Write out each line below exactly as it appears.

RECORDS TO USE START

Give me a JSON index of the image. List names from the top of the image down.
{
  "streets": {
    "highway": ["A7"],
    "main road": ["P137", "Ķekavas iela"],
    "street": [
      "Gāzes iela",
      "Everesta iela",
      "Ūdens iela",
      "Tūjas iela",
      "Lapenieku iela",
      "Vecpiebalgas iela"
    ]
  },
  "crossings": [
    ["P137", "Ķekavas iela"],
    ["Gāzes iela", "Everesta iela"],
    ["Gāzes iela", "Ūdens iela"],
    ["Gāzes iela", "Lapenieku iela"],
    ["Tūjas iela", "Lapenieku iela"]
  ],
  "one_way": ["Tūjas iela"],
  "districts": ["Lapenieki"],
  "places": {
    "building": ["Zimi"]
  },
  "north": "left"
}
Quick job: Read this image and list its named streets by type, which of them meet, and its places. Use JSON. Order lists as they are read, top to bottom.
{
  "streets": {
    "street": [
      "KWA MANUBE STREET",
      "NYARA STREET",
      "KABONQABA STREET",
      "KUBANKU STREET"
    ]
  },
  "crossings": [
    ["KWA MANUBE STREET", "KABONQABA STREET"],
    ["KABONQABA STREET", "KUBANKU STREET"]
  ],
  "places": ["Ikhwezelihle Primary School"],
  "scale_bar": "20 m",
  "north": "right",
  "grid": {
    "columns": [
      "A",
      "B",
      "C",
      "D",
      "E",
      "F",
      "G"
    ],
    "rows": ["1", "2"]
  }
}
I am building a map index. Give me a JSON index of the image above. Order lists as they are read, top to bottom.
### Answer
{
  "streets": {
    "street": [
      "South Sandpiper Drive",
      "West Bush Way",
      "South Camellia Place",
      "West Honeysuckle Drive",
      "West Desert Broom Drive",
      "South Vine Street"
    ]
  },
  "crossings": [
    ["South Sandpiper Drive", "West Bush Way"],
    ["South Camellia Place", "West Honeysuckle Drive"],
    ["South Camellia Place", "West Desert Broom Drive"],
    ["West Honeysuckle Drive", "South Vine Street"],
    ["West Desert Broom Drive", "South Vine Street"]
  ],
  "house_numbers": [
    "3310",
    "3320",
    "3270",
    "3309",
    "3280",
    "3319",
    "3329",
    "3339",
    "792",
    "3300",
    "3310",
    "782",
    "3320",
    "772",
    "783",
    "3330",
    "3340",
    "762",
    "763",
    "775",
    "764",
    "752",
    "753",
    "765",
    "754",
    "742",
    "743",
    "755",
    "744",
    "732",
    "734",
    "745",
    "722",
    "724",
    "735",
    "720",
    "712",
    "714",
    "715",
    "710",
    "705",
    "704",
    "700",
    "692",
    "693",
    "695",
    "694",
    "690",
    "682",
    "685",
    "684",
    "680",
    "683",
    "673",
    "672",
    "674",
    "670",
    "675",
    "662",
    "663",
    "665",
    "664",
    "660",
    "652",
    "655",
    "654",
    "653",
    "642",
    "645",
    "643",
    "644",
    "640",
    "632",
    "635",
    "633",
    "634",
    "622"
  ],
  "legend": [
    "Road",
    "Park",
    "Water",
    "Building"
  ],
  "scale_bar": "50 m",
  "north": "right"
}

RECORDS TO USE END

EXERCISE OUTPUT
Give me a JSON index of the image. List names from the top of the image down.
{
  "streets": {
    "highway": ["A7"],
    "main road": ["P137", "Ķekavas iela"],
    "street": [
      "Gāzes iela",
      "Everesta iela",
      "Ūdens iela",
      "Tūjas iela",
      "Lapenieku iela",
      "Vecpiebalgas iela"
    ]
  },
  "crossings": [
    ["P137", "Ķekavas iela"],
    ["Gāzes iela", "Everesta iela"],
    ["Gāzes iela", "Ūdens iela"],
    ["Gāzes iela", "Lapenieku iela"],
    ["Tūjas iela", "Lapenieku iela"]
  ],
  "one_way": ["Tūjas iela"],
  "districts": ["Lapenieki"],
  "places": {
    "building": ["Zimi"]
  },
  "north": "left"
}
Quick job: Read this image and list its named streets by type, which of them meet, and its places. Use JSON. Order lists as they are read, top to bottom.
{
  "streets": {
    "street": [
      "KWA MANUBE STREET",
      "NYARA STREET",
      "KABONQABA STREET",
      "KUBANKU STREET"
    ]
  },
  "crossings": [
    ["KWA MANUBE STREET", "KABONQABA STREET"],
    ["KABONQABA STREET", "KUBANKU STREET"]
  ],
  "places": ["Ikhwezelihle Primary School"],
  "scale_bar": "20 m",
  "north": "right",
  "grid": {
    "columns": [
      "A",
      "B",
      "C",
      "D",
      "E",
      "F",
      "G"
    ],
    "rows": ["1", "2"]
  }
}
I am building a map index. Give me a JSON index of the image above. Order lists as they are read, top to bottom.
### Answer
{
  "streets": {
    "street": [
      "South Sandpiper Drive",
      "West Bush Way",
      "South Camellia Place",
      "West Honeysuckle Drive",
      "West Desert Broom Drive",
      "South Vine Street"
    ]
  },
  "crossings": [
    ["South Sandpiper Drive", "West Bush Way"],
    ["South Camellia Place", "West Honeysuckle Drive"],
    ["South Camellia Place", "West Desert Broom Drive"],
    ["West Honeysuckle Drive", "South Vine Street"],
    ["West Desert Broom Drive", "South Vine Street"]
  ],
  "house_numbers": [
    "3310",
    "3320",
    "3270",
    "3309",
    "3280",
    "3319",
    "3329",
    "3339",
    "792",
    "3300",
    "3310",
    "782",
    "3320",
    "772",
    "783",
    "3330",
    "3340",
    "762",
    "763",
    "775",
    "764",
    "752",
    "753",
    "765",
    "754",
    "742",
    "743",
    "755",
    "744",
    "732",
    "734",
    "745",
    "722",
    "724",
    "735",
    "720",
    "712",
    "714",
    "715",
    "710",
    "705",
    "704",
    "700",
    "692",
    "693",
    "695",
    "694",
    "690",
    "682",
    "685",
    "684",
    "680",
    "683",
    "673",
    "672",
    "674",
    "670",
    "675",
    "662",
    "663",
    "665",
    "664",
    "660",
    "652",
    "655",
    "654",
    "653",
    "642",
    "645",
    "643",
    "644",
    "640",
    "632",
    "635",
    "633",
    "634",
    "622"
  ],
  "legend": [
    "Road",
    "Park",
    "Water",
    "Building"
  ],
  "scale_bar": "50 m",
  "north": "right"
}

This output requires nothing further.